Task objective: Where the word "SkTextEncoding" appears in a line below, copy the whole line.

START Excerpted records

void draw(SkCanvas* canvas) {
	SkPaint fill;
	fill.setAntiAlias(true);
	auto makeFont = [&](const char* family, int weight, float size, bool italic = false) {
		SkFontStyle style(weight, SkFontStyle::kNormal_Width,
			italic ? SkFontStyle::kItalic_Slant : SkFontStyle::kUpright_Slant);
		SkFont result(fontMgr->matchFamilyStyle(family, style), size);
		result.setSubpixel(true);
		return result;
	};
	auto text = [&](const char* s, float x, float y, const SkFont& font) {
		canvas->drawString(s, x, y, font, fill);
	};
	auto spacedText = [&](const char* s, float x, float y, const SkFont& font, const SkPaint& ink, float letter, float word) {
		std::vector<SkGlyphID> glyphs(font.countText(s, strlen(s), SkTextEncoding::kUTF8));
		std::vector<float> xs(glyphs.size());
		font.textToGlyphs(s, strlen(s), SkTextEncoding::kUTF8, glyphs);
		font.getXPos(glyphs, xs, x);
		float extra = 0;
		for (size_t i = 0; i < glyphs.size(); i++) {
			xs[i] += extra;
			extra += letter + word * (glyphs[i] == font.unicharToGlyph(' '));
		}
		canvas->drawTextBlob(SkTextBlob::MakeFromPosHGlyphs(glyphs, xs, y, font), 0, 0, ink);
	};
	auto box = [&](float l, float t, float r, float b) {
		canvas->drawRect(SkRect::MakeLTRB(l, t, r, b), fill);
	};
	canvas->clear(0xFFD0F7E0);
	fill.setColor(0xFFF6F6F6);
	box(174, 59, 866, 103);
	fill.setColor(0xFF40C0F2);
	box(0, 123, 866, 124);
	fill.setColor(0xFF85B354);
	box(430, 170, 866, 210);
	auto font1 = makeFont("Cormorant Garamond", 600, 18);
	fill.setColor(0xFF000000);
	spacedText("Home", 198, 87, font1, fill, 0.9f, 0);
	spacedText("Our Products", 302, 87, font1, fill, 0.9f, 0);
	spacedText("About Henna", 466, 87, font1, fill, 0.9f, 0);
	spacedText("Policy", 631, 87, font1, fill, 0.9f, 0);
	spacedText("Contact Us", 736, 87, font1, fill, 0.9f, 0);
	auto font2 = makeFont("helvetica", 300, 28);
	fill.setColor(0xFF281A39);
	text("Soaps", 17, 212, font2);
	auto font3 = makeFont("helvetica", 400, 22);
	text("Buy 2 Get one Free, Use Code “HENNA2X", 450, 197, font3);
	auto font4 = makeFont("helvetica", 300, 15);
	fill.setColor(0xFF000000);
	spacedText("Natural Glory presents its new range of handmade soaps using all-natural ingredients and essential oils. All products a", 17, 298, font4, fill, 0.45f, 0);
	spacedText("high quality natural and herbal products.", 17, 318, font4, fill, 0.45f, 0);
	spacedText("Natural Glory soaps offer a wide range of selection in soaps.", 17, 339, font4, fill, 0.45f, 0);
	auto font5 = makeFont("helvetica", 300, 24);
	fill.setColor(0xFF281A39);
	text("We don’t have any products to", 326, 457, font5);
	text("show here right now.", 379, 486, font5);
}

END Excerpted records

Response to this task:
		std::vector<SkGlyphID> glyphs(font.countText(s, strlen(s), SkTextEncoding::kUTF8));
		font.textToGlyphs(s, strlen(s), SkTextEncoding::kUTF8, glyphs);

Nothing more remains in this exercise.